I give you the end of a golden string; 

 Only wind it into a ball, 

It will lead you in at Heaven’s gate, 

 Built in Jerusalem’s wall.

 This poem, from the artist and author William Blake, has been on my mind the past few days, since coming across it in a book called Conversion:  The Spiritual Journey of a Twentieth Century Pilgrim by Malcolm Muggeridge.    I am reading the book slowly; it is not really a narrative autobiography, but more like a series of reflections on different stages of his life with the golden string metaphor uniting them.   And it's worth reading just for the quotes, from Blake, Simone Weil and many others.

It occurred to me, though I'll have to keep thinking about it to see where the analogy falls down, that there's a sense in which the golden string applies to the progress of the Catholic Church.  To make it apply, you would have to think of the Church as what Vatican II called the "pilgrim Church", that is, the earthly but mystically oriented Church we experience on earth, sometimes awkward and stumbling because we are the Body and are not all we should be, but still in her identity glorious.   

Or perhaps in terms of a kind of fairy story -- the princess that follows a string, in George MacDonald's The Princess and the Goblin (given to her by her wise and beautiful great-great-grandmother, if I remember correctly, to lead the princess back to her).   She is daunted when it seems to lead into a wall, but then starts pulling away stones and receives help from a friend.  And so it goes, into the very lair of the goblin king and queen, and beyond.

Of course, there is another sense in which the Church IS Jerusalem, the heavenly city, the destination.  So there is where the analogy does not entirely avail.

But the golden string seems to apply whenever I think of the history of the Church since the earliest days, since the Acts of the Apostles, or even before if you consider the proto-Church in the Old Testament.   So many false starts and stops.  So many obstacles, false guides falling away, truth revealing itself.    In today's Office of Readings, Pope St Clement is quoted from his Letter to the Corinthians:

  Pick up the letter of blessed Paul the apostle. What did he write to you at the beginning of his ministry? Even then you had developed factions. So Paul, inspired by the Holy Spirit, wrote to you concerning himself and Cephas and Apollos. But that division involved you in less sin because you were supporting apostles of high reputation and a person approved by them.

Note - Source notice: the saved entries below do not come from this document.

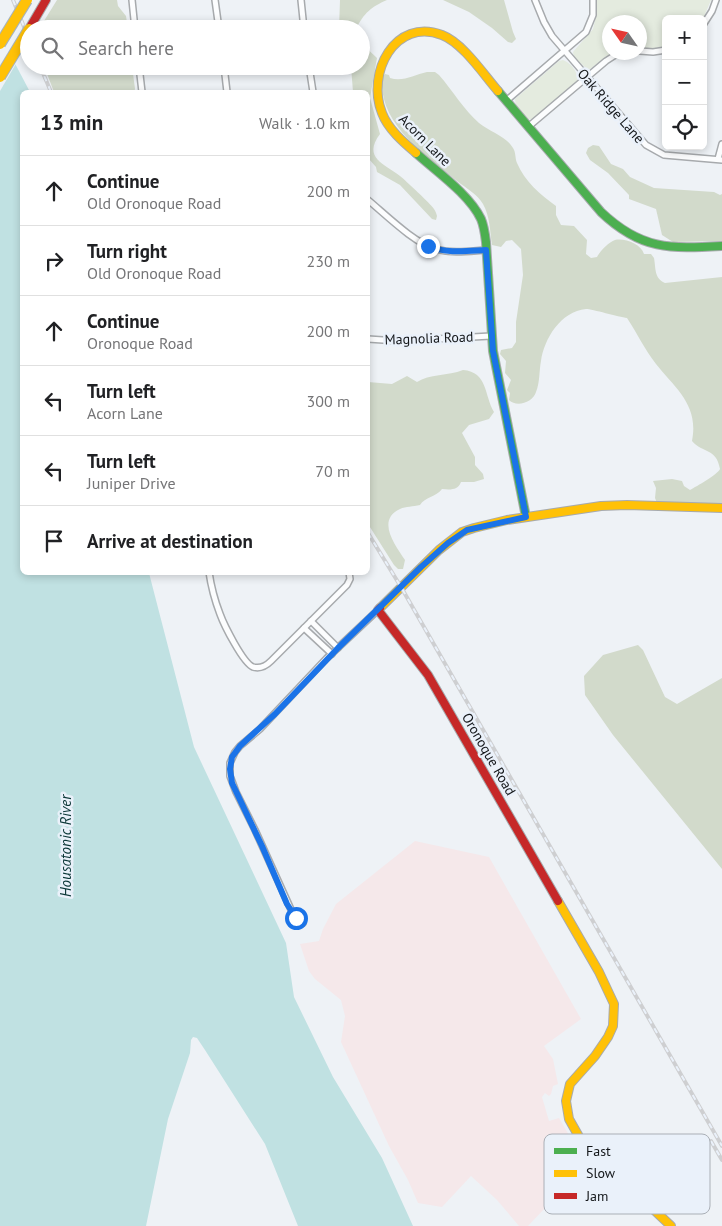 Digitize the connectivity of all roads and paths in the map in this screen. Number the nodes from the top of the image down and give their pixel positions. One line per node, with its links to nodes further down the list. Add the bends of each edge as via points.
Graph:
1 (27, 0): 14 (main road, bridge)
2 (46, 0): 10 (main road)
3 (132, 0): 11 (street)
4 (216, 0): 12 (street)
5 (301, 0): 13 (street)
6 (535, 0): 16 (street, Oak Ridge Lane, via 547,29)
7 (593, 0): 16 (street, via 589,27)
8 (716, 0): 9 (street)
9 (707, 19)
10 (34, 20)
11 (134, 20)
12 (218, 20)
13 (303, 20)
14 (0, 44)
15 (20, 44): 23 (main road, bridge)
16 (565, 51): 24 (street, Oak Ridge Lane); 28 (street)
17 (662, 51): 18 (street)
18 (647, 52)
19 (608, 60): 24 (street)
20 (140, 75): 25 (street)
21 (225, 75): 26 (street)
22 (311, 75): 27 (street)
23 (0, 77)
24 (587, 77): 29 (street); 31 (street, Oak Ridge Lane, via 651,150 672,156)
25 (142, 90)
26 (227, 90)
27 (313, 90)
28 (506, 101): 29 (main road, Acorn Lane); 34 (main road, Acorn Lane, via 456,42 433,32 416,32 400,39 383,57 377,73 377,97 384,118 399,138 472,205 484,226)
29 (528, 127): 33 (main road, Acorn Lane, via 607,219 626,234 655,246 670,248)
30 (722, 144): 31 (street)
31 (720, 159)
32 (370, 202): 34 (street, via 413,237 435,249 454,252)
33 (722, 246)
34 (486, 250): 35 (main road, Acorn Lane)
35 (491, 336): 36 (street, Magnolia Road, via 398,341); 38 (main road, Acorn Lane)
36 (370, 339)
37 (722, 508): 38 (main road, via 601,506)
38 (526, 517): 41 (main road, via 462,532)
39 (210, 575): 43 (street, via 220,615 250,665 258,668 268,664)
40 (350, 575): 42 (street, via 348,583)
41 (378, 610): 44 (street); 47 (main road, Oronoque Road, via 428,675 599,972 614,1004 608,1037 567,1092 569,1119)
42 (311, 620): 43 (street); 44 (street)
43 (304, 628): 45 (street)
44 (338, 648): 45 (street)
45 (332, 654): 46 (street, via 235,752 230,769 236,792 287,904 292,914)
46 (303, 923)
47 (577, 1134)
48 (657, 1214): 49 (main road, Oronoque Road)
49 (670, 1226) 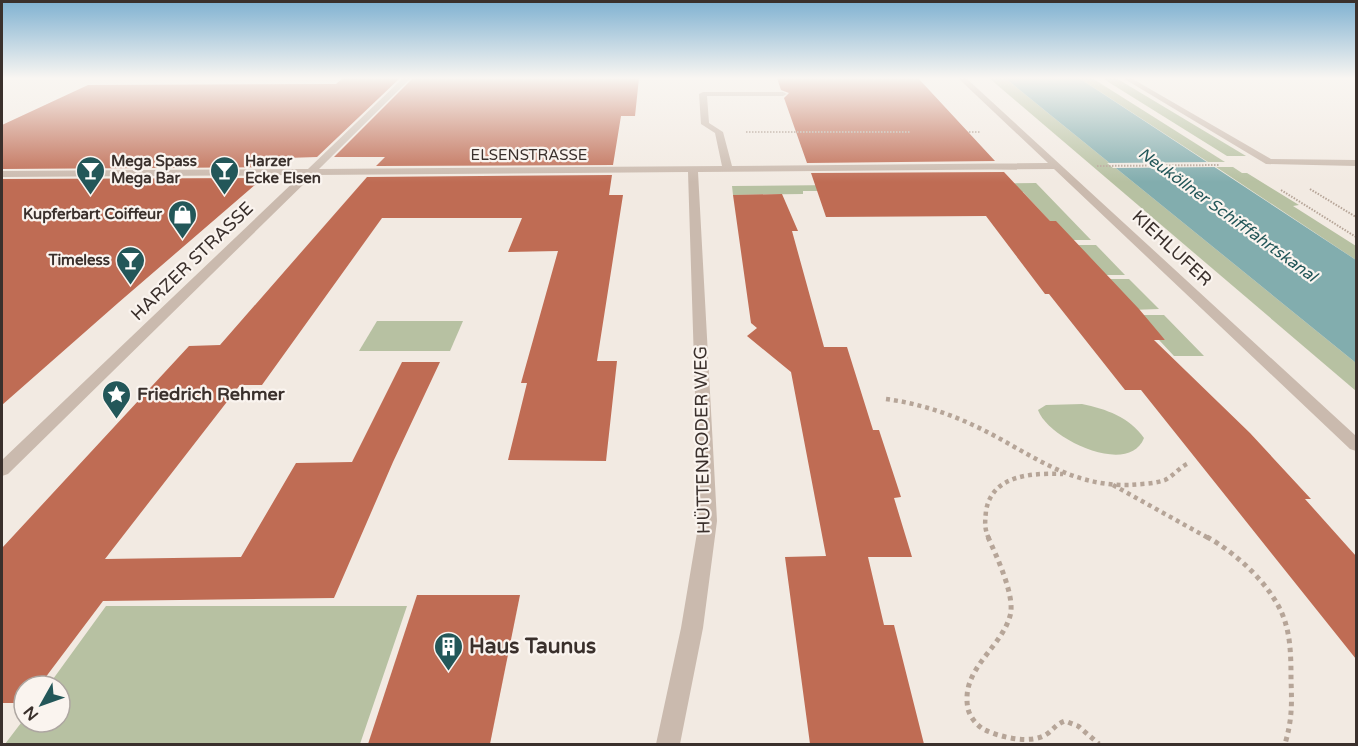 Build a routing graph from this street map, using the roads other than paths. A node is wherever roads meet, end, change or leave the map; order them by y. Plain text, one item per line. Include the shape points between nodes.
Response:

So even back then,  in the 1st century, Clement was looking back to still earlier times when there was strife and false teachers.    I am currently reading the Petrine Epistles and it is a theme there too.

In The Princess and the Goblin, the invisible thread leads the princess through walls and right to the lair of the goblins, but also beyond them and to safety.

This is one of the strongest reasons for my own conversion -- I followed, though imperfectly, this seeming string that leads through all the multiverses where things could have gone so badly wrong, throughout 2 millenia and more.  In fact, they do go wrong, and they keep going wrong, yet as the Savior showed on the Cross, the very wrongness is overset and becomes the key for victory.